──────── STUDY MATERIAL

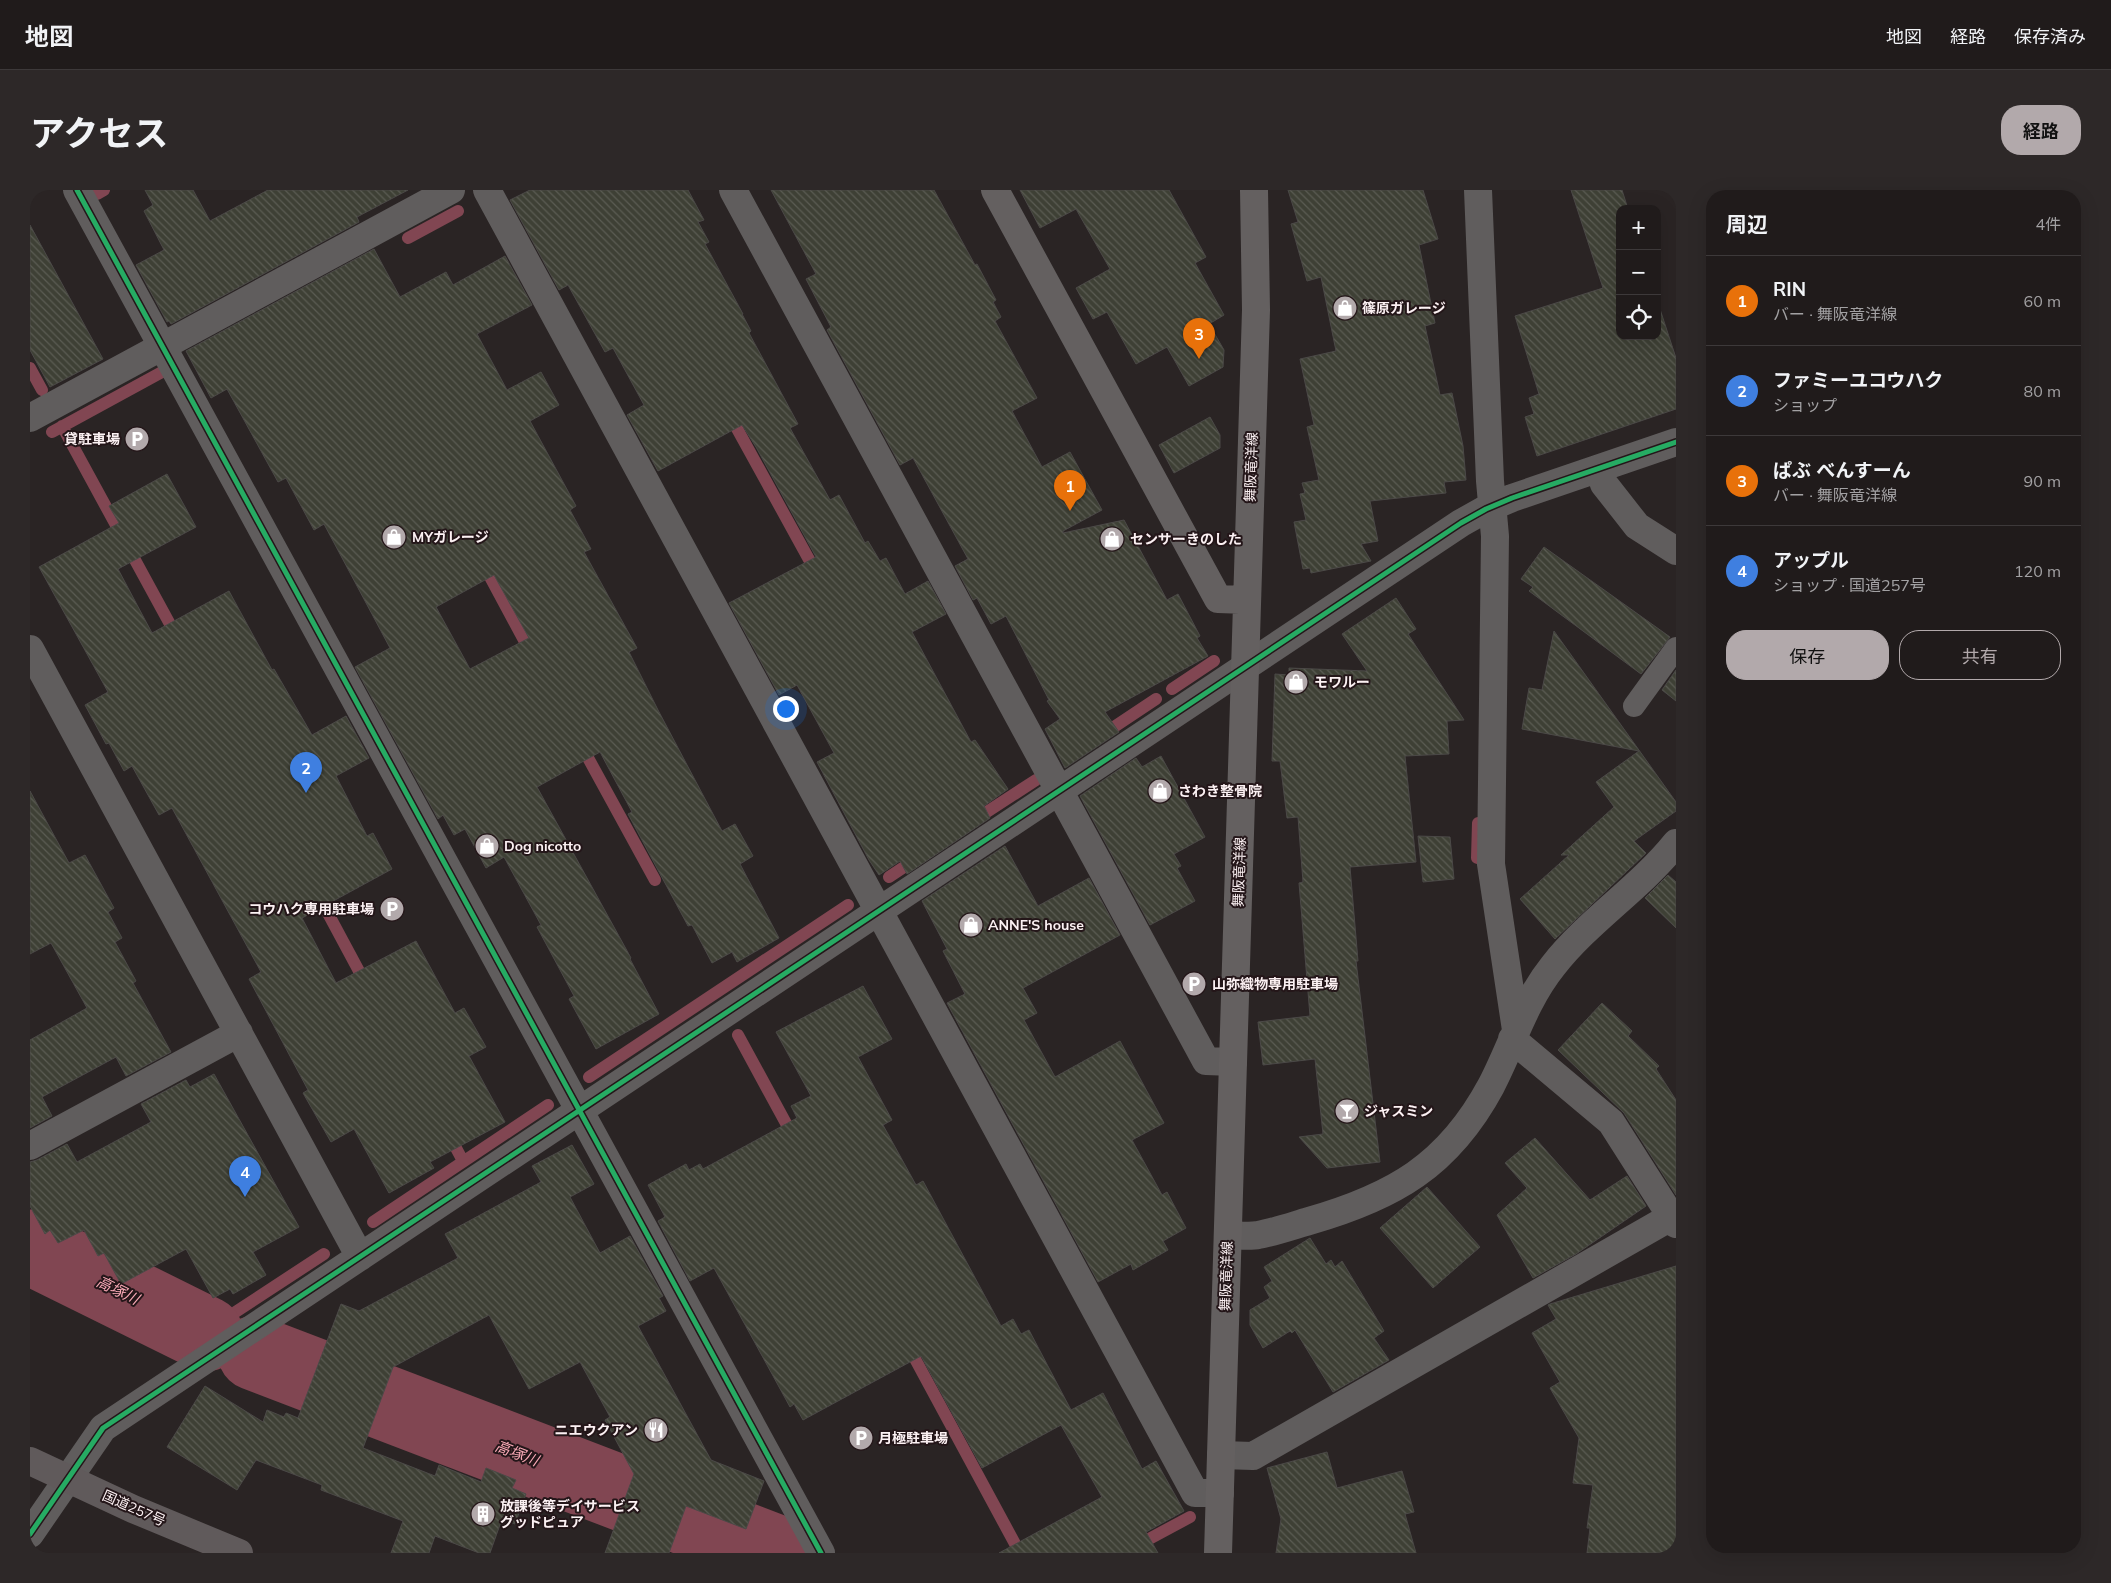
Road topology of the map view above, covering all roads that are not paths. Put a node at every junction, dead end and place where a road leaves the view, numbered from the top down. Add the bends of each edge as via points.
1 (77, 190) edge
2 (451, 190) edge
3 (487, 190) edge
4 (733, 190) edge
5 (994, 190) edge
6 (1254, 190) edge
7 (1478, 190) edge
8 (162, 346) junction
9 (30, 418) edge
10 (1676, 442) edge
11 (1599, 469) junction
12 (1492, 506) junction
13 (1676, 551) edge
14 (1247, 600) junction
15 (30, 648) edge
16 (1676, 648) edge
17 (1245, 667) junction
18 (1634, 706) dead end
19 (1060, 791) junction
20 (1676, 843) edge
21 (880, 911) junction
22 (239, 1033) junction
23 (1514, 1034) junction
24 (1233, 1062) junction
25 (580, 1111) junction
26 (30, 1146) edge
27 (1674, 1220) edge
28 (1228, 1235) junction
29 (360, 1257) junction
30 (1221, 1455) junction
31 (30, 1461) edge
32 (69, 1479) junction
33 (1220, 1493) junction
34 (30, 1534) edge
35 (240, 1553) edge
36 (821, 1553) edge
37 (1218, 1553) edge

1 - 8 street
2 - 8 street
3 - 21 street
4 - 19 street
5 - 14 main road via 1218,599
6 - 14 main road, 舞阪竜洋線 via 1256,310
7 - 12 street
8 - 9 street
8 - 25 street
10 - 11 street
11 - 12 street
11 - 13 street via 1604,484 1637,526
12 - 17 street via 1461,523
12 - 23 street via 1495,536 1491,864
14 - 17 main road, 舞阪竜洋線
15 - 22 street
16 - 18 lane
17 - 19 street
17 - 24 main road, 舞阪竜洋線
19 - 21 street
19 - 24 street via 1206,1061
20 - 23 street via 1639,884 1554,964 1537,987
21 - 25 street
21 - 33 street via 1195,1493
22 - 26 street
22 - 29 street
23 - 27 street via 1611,1122
23 - 28 street via 1472,1119 1446,1150 1416,1175 1383,1196 1346,1210 1256,1236
24 - 28 main road, 舞阪竜洋線
25 - 29 street
25 - 36 street
27 - 30 street via 1253,1456
28 - 30 main road, 舞阪竜洋線
29 - 32 street via 103,1428
30 - 33 main road, 舞阪竜洋線
31 - 32 highway, 国道257号
32 - 34 street
32 - 35 highway, 国道257号
33 - 37 main road, 舞阪竜洋線

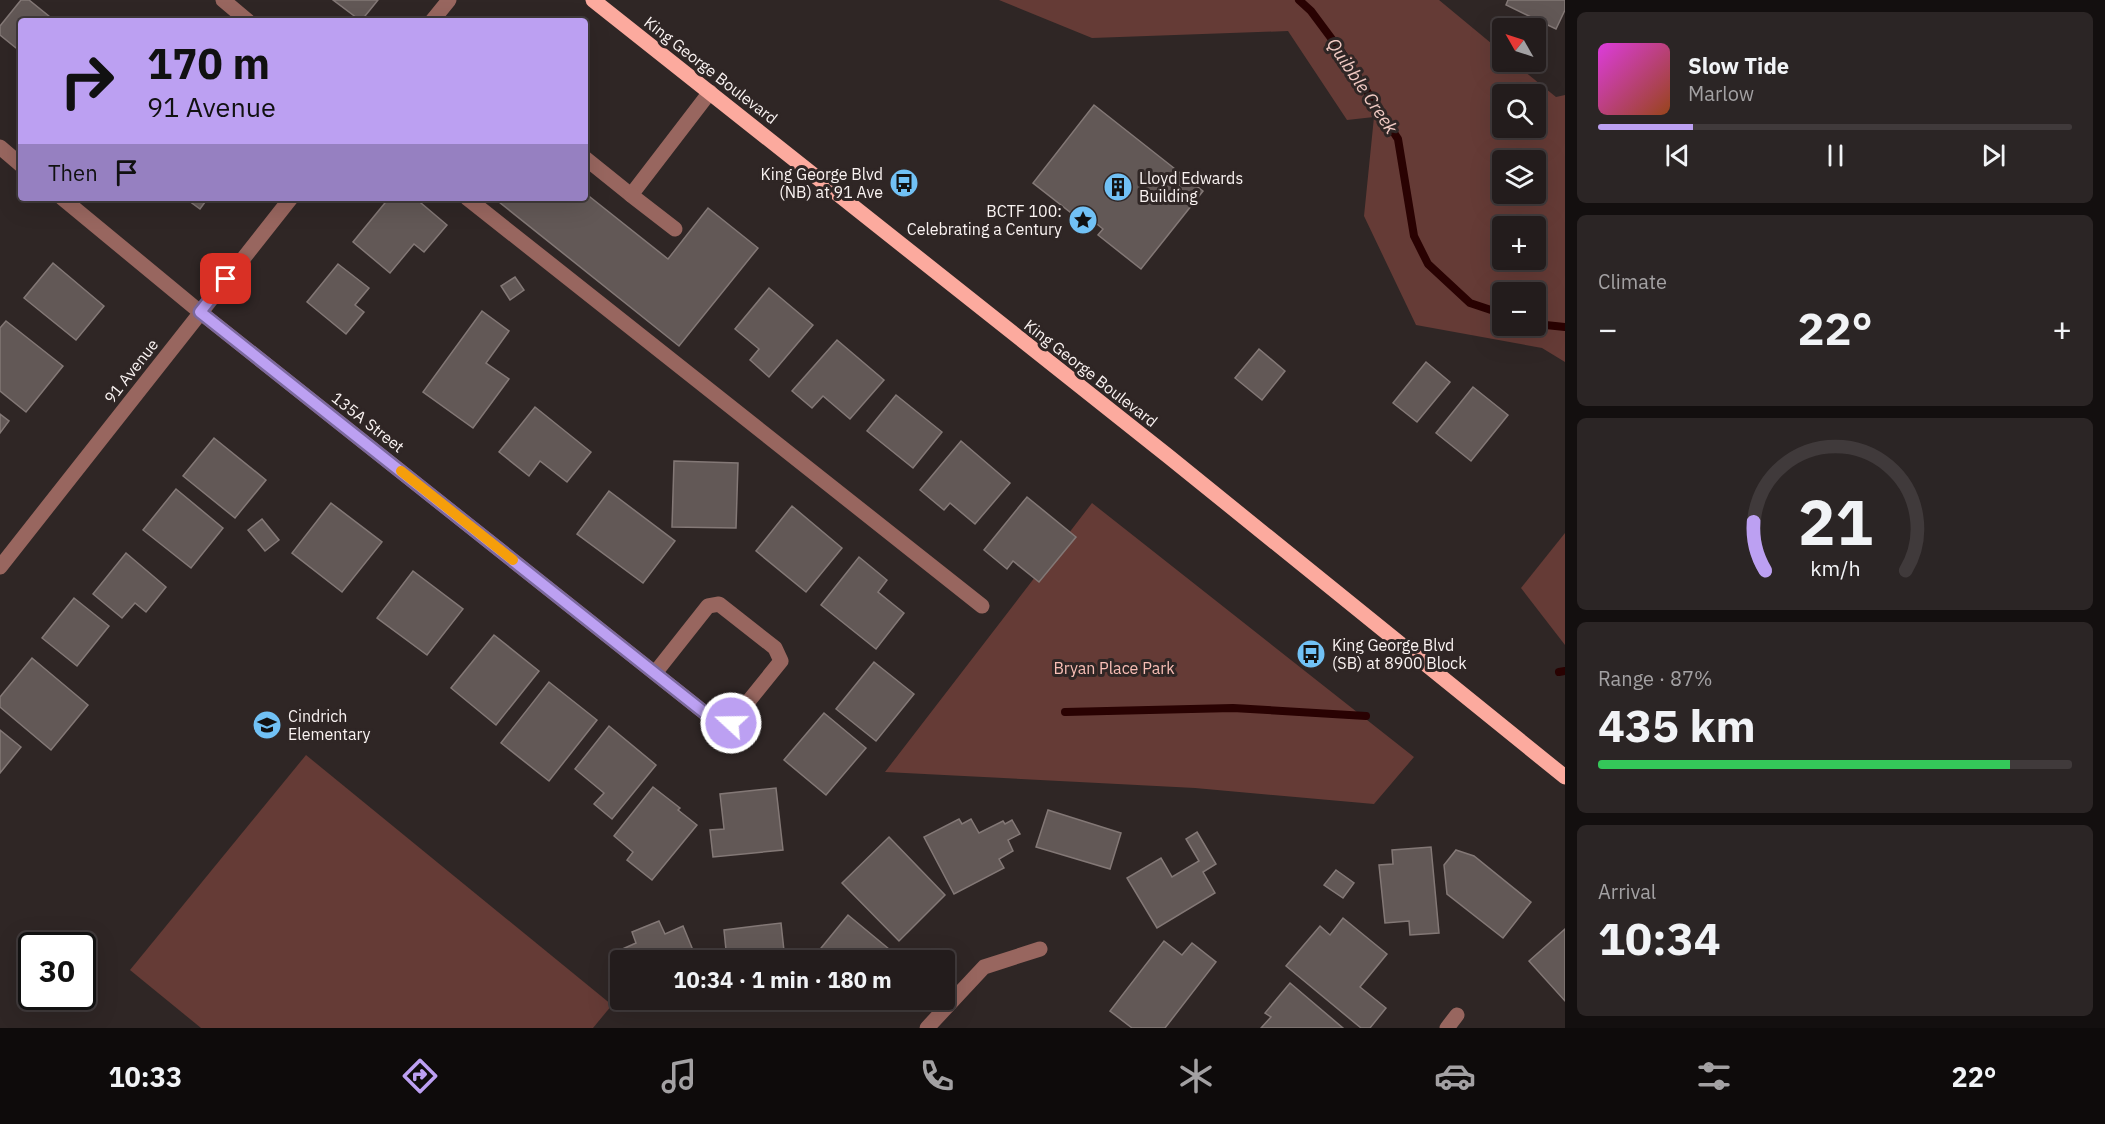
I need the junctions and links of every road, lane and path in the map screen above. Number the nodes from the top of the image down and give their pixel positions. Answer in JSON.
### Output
{"nodes":[{"id":1,"x":223,"y":0,"type":"edge"},
{"id":2,"x":449,"y":0,"type":"edge"},
{"id":3,"x":593,"y":0,"type":"edge"},
{"id":4,"x":244,"y":18,"type":"edge"},
{"id":5,"x":434,"y":18,"type":"edge"},
{"id":6,"x":710,"y":92,"type":"junction"},
{"id":7,"x":0,"y":147,"type":"edge"},
{"id":8,"x":588,"y":160,"type":"edge"},
{"id":9,"x":18,"y":162,"type":"edge"},
{"id":10,"x":631,"y":195,"type":"junction"},
{"id":11,"x":66,"y":201,"type":"edge"},
{"id":12,"x":289,"y":201,"type":"edge"},
{"id":13,"x":470,"y":201,"type":"edge"},
{"id":14,"x":675,"y":229,"type":"dead end"},
{"id":15,"x":200,"y":312,"type":"junction"},
{"id":16,"x":0,"y":567,"type":"edge"},
{"id":17,"x":982,"y":606,"type":"dead end"},
{"id":18,"x":655,"y":673,"type":"junction"},
{"id":19,"x":1565,"y":777,"type":"edge"},
{"id":20,"x":1040,"y":949,"type":"dead end"},
{"id":21,"x":1457,"y":1015,"type":"dead end"},
{"id":22,"x":927,"y":1028,"type":"edge"},
{"id":23,"x":1447,"y":1028,"type":"edge"}],
"edges":[{"from":1,"to":4,"type":"street"},
{"from":2,"to":5,"type":"street"},
{"from":3,"to":6,"type":"main road","name":"King George Boulevard"},
{"from":6,"to":10,"type":"street"},
{"from":6,"to":19,"type":"main road","name":"King George Boulevard"},
{"from":7,"to":9,"type":"street"},
{"from":8,"to":10,"type":"street"},
{"from":10,"to":14,"type":"street"},
{"from":11,"to":15,"type":"street","name":"135A Street"},
{"from":12,"to":15,"type":"street","name":"91 Avenue"},
{"from":13,"to":17,"type":"street"},
{"from":15,"to":16,"type":"street","name":"91 Avenue"},
{"from":15,"to":18,"type":"street","name":"135A Street"},
{"from":18,"to":18,"type":"street","name":"135A Street"},
{"from":20,"to":22,"type":"street"},
{"from":21,"to":23,"type":"street"}]}
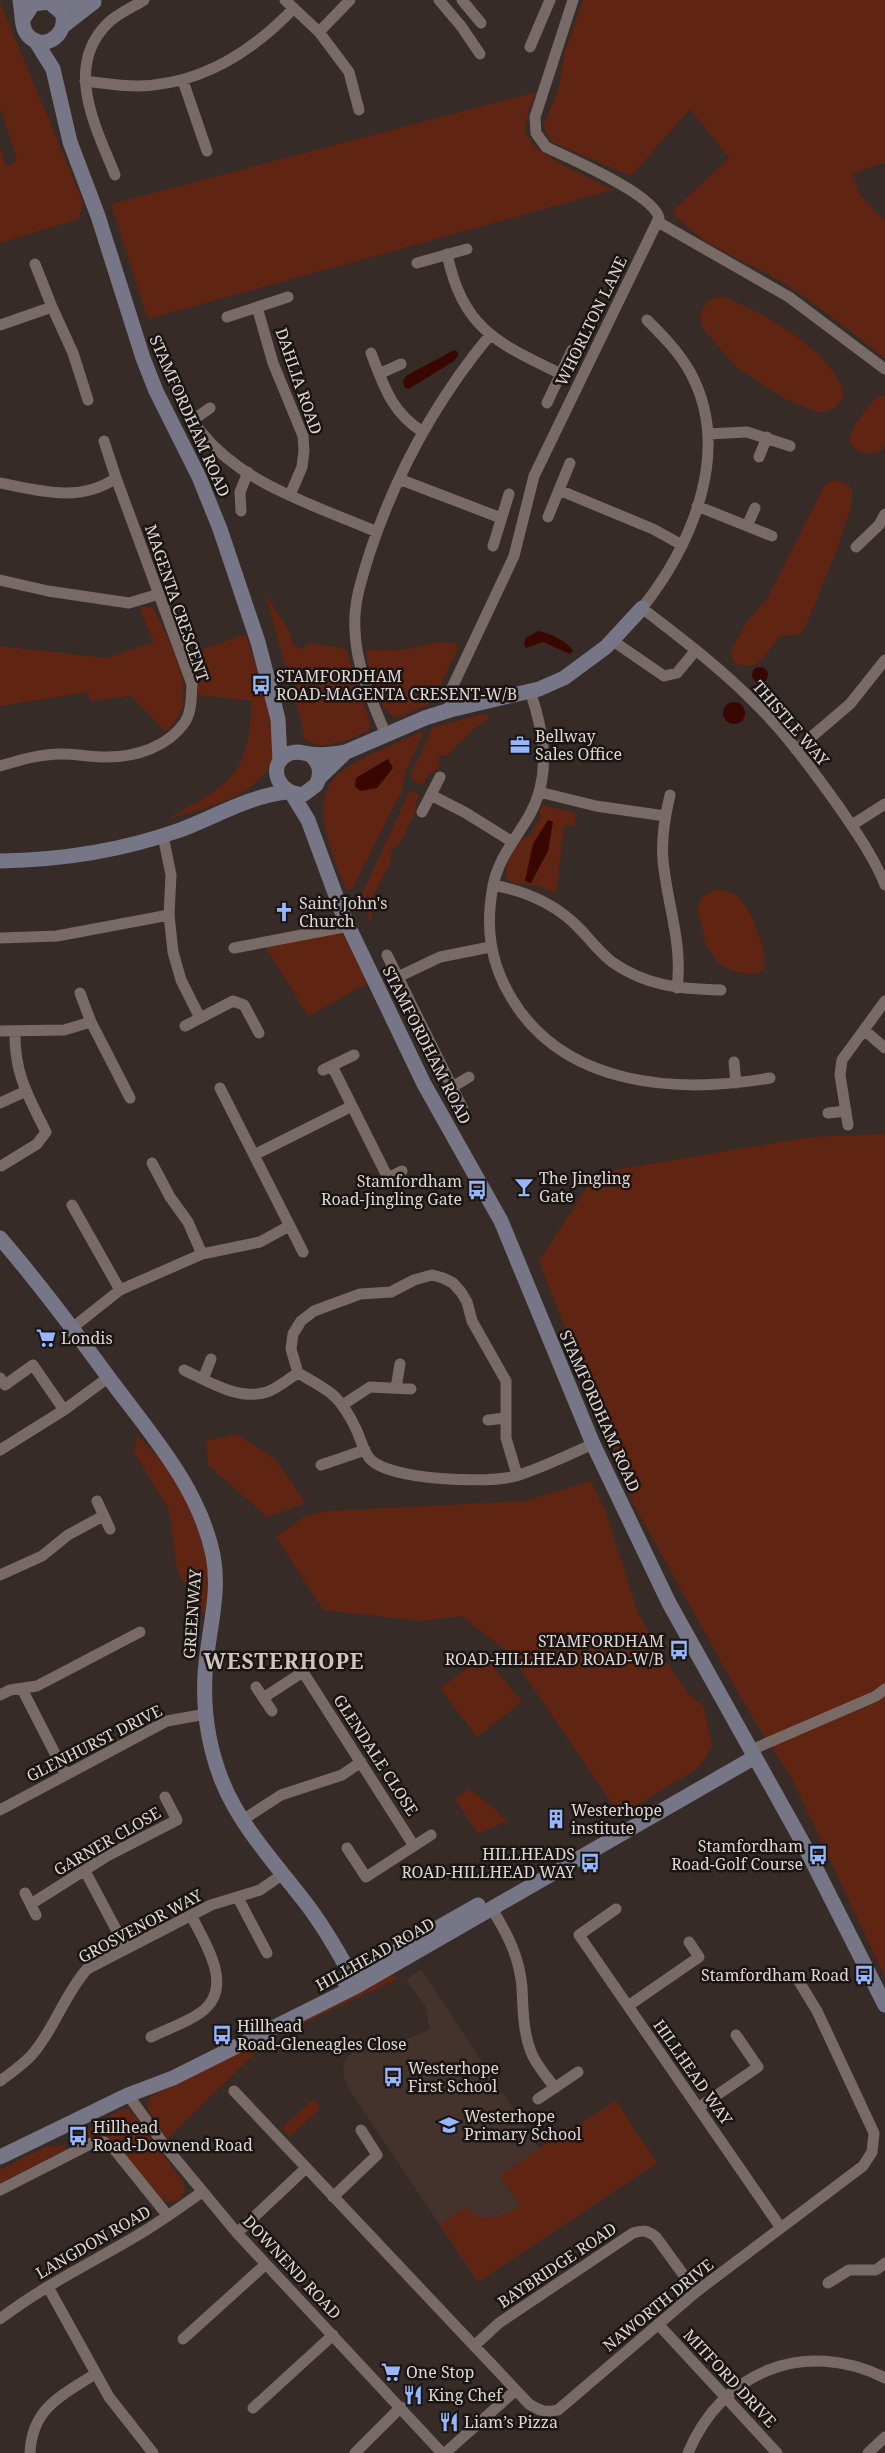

────────────────

Beginning with the line where "I need the junctions" appears, transcribe the records above word for word through their last line, and include no pictures.

:: SOLUTION TO THE PROBLEM ::
I need the junctions and links of every road, lane and path in the map screen above. Number the nodes from the top of the image down and give their pixel positions. Answer in JSON.
### Output
{"nodes":[{"id":1,"x":223,"y":0,"type":"edge"},
{"id":2,"x":449,"y":0,"type":"edge"},
{"id":3,"x":593,"y":0,"type":"edge"},
{"id":4,"x":244,"y":18,"type":"edge"},
{"id":5,"x":434,"y":18,"type":"edge"},
{"id":6,"x":710,"y":92,"type":"junction"},
{"id":7,"x":0,"y":147,"type":"edge"},
{"id":8,"x":588,"y":160,"type":"edge"},
{"id":9,"x":18,"y":162,"type":"edge"},
{"id":10,"x":631,"y":195,"type":"junction"},
{"id":11,"x":66,"y":201,"type":"edge"},
{"id":12,"x":289,"y":201,"type":"edge"},
{"id":13,"x":470,"y":201,"type":"edge"},
{"id":14,"x":675,"y":229,"type":"dead end"},
{"id":15,"x":200,"y":312,"type":"junction"},
{"id":16,"x":0,"y":567,"type":"edge"},
{"id":17,"x":982,"y":606,"type":"dead end"},
{"id":18,"x":655,"y":673,"type":"junction"},
{"id":19,"x":1565,"y":777,"type":"edge"},
{"id":20,"x":1040,"y":949,"type":"dead end"},
{"id":21,"x":1457,"y":1015,"type":"dead end"},
{"id":22,"x":927,"y":1028,"type":"edge"},
{"id":23,"x":1447,"y":1028,"type":"edge"}],
"edges":[{"from":1,"to":4,"type":"street"},
{"from":2,"to":5,"type":"street"},
{"from":3,"to":6,"type":"main road","name":"King George Boulevard"},
{"from":6,"to":10,"type":"street"},
{"from":6,"to":19,"type":"main road","name":"King George Boulevard"},
{"from":7,"to":9,"type":"street"},
{"from":8,"to":10,"type":"street"},
{"from":10,"to":14,"type":"street"},
{"from":11,"to":15,"type":"street","name":"135A Street"},
{"from":12,"to":15,"type":"street","name":"91 Avenue"},
{"from":13,"to":17,"type":"street"},
{"from":15,"to":16,"type":"street","name":"91 Avenue"},
{"from":15,"to":18,"type":"street","name":"135A Street"},
{"from":18,"to":18,"type":"street","name":"135A Street"},
{"from":20,"to":22,"type":"street"},
{"from":21,"to":23,"type":"street"}]}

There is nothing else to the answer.